A party briefing note leaked on Friday named Adams as a negotiator, raising questions as to why he was not on the published list. The disclosure came as political opponents piled pressure on Sinn Féin to renounce the IRA in advance of talks to form a coalition government.
On Thursday, Micheál Martin, the Fianna Fáil leader, accused the party of having supported a vicious sectarian murder campaign during the Troubles, and of still remaining under the sway of shadowy figures.
The Garda commissioner, Drew Harris, was drawn into the row on Friday when he confirmed that the Irish police agreed with a Police Service of Northern Ireland assessment that the Provisional IRA’s army council oversaw Sinn Féin and the remnants of the IRA.

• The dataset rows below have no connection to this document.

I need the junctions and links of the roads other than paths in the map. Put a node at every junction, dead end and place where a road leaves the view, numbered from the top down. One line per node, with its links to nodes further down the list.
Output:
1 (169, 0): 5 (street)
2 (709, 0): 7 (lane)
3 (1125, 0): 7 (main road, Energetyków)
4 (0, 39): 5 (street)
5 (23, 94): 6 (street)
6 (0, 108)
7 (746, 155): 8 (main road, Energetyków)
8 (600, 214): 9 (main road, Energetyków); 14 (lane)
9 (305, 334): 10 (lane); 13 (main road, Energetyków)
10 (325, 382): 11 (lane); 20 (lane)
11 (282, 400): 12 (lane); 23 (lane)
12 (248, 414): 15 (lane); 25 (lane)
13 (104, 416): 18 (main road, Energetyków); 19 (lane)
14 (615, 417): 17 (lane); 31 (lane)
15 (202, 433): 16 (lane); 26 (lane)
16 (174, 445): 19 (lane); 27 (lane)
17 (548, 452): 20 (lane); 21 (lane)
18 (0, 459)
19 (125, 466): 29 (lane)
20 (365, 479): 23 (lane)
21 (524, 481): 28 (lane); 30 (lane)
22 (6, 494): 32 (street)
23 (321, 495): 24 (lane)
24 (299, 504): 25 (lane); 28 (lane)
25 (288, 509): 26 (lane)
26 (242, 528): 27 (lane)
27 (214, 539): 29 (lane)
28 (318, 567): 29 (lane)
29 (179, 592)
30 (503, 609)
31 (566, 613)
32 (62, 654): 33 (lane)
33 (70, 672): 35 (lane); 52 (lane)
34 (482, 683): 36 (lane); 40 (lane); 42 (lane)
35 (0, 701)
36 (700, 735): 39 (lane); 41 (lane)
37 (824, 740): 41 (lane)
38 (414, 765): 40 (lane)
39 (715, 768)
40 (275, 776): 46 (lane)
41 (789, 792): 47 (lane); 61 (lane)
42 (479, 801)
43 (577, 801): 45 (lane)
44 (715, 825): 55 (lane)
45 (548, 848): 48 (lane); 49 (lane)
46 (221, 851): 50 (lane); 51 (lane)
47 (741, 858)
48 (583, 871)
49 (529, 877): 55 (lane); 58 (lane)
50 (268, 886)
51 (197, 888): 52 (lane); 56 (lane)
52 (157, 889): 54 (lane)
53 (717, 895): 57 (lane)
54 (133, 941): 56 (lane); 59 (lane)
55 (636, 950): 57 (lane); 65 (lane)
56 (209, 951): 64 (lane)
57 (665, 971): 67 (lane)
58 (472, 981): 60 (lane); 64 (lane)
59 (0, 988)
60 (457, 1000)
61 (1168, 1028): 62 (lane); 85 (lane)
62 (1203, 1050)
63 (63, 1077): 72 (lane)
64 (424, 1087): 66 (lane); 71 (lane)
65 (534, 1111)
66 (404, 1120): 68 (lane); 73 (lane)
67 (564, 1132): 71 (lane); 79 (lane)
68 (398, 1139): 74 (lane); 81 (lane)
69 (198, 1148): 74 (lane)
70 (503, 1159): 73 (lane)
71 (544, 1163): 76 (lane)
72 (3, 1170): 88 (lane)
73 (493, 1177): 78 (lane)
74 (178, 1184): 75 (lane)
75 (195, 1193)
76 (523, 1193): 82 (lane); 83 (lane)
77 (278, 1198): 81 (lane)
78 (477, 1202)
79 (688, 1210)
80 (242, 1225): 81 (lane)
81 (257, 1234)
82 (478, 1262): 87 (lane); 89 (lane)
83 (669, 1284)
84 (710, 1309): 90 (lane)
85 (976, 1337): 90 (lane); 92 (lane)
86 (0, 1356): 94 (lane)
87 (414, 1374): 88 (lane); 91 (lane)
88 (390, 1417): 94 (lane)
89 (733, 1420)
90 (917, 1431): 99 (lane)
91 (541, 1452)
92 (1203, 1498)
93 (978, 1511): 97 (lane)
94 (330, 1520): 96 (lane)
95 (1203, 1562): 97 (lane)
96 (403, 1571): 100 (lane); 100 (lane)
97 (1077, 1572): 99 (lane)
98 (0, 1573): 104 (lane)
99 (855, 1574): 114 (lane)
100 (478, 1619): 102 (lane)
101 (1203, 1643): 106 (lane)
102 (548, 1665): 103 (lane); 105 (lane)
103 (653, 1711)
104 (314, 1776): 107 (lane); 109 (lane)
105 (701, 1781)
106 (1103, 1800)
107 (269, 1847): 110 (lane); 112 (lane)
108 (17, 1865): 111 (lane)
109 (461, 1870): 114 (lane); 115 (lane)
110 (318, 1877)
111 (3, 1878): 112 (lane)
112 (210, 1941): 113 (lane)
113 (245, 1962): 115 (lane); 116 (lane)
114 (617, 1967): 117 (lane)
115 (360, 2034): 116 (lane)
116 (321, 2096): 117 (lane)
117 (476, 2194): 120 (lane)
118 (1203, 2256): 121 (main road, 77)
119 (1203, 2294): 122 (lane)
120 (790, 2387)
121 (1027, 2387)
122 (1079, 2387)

The taoiseach, Leo Varadkar, challenged the Sinn Féin leader, Mary Lou McDonald, to respond. “Why doesn’t McDonald disband the army council [the IRA’s decision-making body] and the PIRA, or if she cannot, repudiate them and sever all links and do so publicly and unequivocally?” he tweeted.
The controversies put the republican party on the defensive two weeks after it won the popular vote in Ireland’s general election.
No party has an overall majority in the hung parliament, but Sinn Féin scored a symbolic victory on Thursday when McDonald won the most votes among the party leaders nominated for taoiseach. Varadkar resigned as head of government but will serve as caretaker leader until a new government is formed.
Sinn Féin’s election breakthrough came on its promise to build affordable housing, freeze rents and fix healthcare. However, Fianna Fáil and Varadkar’s ruling Fine Gael party have ruled out forming a government with Sinn Féin, citing policy differences and its IRA links.
Last week the party named a negotiating team of four TDs (MPs), with no mention of Adams, who stepped down as leader in 2018 and as a TD this month.
The leaked briefing paper named four other unelected officials as negotiators, including Martin Lynch, who was jailed in the 1980s for possessing a rocket launcher and other arms.
In a blogpost titled “The myth of shadowy figures”, Adams said the party had made no secret of its backroom advisers and strategists.
“Many have had long and fruitful relationships with senior Irish and British government ministers and officials as we have charted a course from conflict, through a peace process, to an end to conflict and peace,” he wrote.